Le libéralisme classique avait toujours considéré que les institutions politiques (gouvernement représentatif, séparation des pouvoirs, contrepouvoirs, contrôles de constitutionnalité, décentralisation, etc.) étaient en première ligne pour protéger les droits et les libertés des individus. Pour le socialisme, au contraire, ces institutions ne peuvent pas jouer pas de rôle effectif puisque ce sont les conditions socio-économiques qui sont cruciales pour la « vraie » liberté. La justice sociale est pour le socialisme le seul moyen de l’épanouissement de l’individu et il ne peut y avoir de liberté sans les moyens de la liberté pour tous. Le « nouveau » libéralisme tente de combiner ces deux conceptions. Si l’on comprend les soi-disant droits « naturels » comme des allocations sociales et comme des moyens positifs d’agir, des pouvoirs, et non pas seulement des protections « passives », comme disait Benjamin Constant, la liberté individuelle n’est plus menacée par la justice sociale, elle en résulte, ce qui est un retournement complet des thèses libérales : « La liberté ne devient pas tant un droit de l’individu qu’une nécessité de la société » (Hobhouse, Liberalism, 1911).
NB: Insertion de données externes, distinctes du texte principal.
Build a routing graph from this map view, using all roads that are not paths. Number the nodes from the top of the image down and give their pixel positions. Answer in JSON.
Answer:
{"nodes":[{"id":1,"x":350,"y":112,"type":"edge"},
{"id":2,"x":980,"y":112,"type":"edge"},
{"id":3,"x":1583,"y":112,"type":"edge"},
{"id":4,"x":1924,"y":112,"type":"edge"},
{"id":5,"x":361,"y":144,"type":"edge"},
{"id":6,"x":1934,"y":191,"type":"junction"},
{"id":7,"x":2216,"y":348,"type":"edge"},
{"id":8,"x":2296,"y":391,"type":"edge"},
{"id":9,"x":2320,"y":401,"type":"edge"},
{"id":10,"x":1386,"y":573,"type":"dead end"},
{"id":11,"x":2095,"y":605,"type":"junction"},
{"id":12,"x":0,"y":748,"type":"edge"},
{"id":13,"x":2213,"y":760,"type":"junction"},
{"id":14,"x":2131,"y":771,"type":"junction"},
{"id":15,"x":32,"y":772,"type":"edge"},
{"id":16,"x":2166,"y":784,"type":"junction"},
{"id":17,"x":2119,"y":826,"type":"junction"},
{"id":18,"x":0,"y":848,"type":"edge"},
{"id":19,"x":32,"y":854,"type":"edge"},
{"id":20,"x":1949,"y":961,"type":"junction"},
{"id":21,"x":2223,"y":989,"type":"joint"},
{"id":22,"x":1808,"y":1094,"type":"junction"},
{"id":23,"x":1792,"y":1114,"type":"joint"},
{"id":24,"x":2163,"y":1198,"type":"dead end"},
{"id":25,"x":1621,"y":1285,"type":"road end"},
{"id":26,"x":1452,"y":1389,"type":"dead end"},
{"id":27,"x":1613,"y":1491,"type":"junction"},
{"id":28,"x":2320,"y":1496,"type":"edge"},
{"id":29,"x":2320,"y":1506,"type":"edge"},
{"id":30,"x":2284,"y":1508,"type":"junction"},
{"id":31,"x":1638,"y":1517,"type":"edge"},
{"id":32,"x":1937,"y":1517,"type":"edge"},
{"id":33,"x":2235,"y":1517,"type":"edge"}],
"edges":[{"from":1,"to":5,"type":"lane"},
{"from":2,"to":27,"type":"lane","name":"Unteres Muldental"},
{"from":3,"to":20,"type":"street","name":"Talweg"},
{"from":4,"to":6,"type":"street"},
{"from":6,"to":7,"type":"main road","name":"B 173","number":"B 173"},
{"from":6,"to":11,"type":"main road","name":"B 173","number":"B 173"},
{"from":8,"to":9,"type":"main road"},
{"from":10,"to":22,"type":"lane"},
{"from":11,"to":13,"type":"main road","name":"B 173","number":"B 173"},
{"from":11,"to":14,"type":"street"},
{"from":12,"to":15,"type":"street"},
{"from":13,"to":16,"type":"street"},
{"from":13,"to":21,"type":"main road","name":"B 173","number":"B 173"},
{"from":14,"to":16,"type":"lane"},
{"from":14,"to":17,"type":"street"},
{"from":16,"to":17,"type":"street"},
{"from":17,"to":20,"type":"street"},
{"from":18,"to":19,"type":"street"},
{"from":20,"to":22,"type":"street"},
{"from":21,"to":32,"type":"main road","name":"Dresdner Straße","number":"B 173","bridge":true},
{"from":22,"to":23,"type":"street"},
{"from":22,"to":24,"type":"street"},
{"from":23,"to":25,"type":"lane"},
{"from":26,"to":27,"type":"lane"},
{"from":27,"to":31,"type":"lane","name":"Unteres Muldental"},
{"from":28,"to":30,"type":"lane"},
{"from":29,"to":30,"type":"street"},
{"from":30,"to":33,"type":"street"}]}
Une nouvelle conception de l’État
En 1886, Woodrow Wilson, alors jeune professeur de sciences politiques à Princeton, admirateur de Hegel et de la conception allemande bismarckienne de l’État social, publie son livre L’État, qui argumente en faveur d’un plus grand pouvoir de l’exécutif au sein du gouvernement central. Ce livre, qui devient rapidement un classique des études en sciences politiques, marque un changement total dans l’attitude du libéralisme vis-à-vis de l’État qui, jusque-là, avait été perçu comme un péril pour les libertés individuelles.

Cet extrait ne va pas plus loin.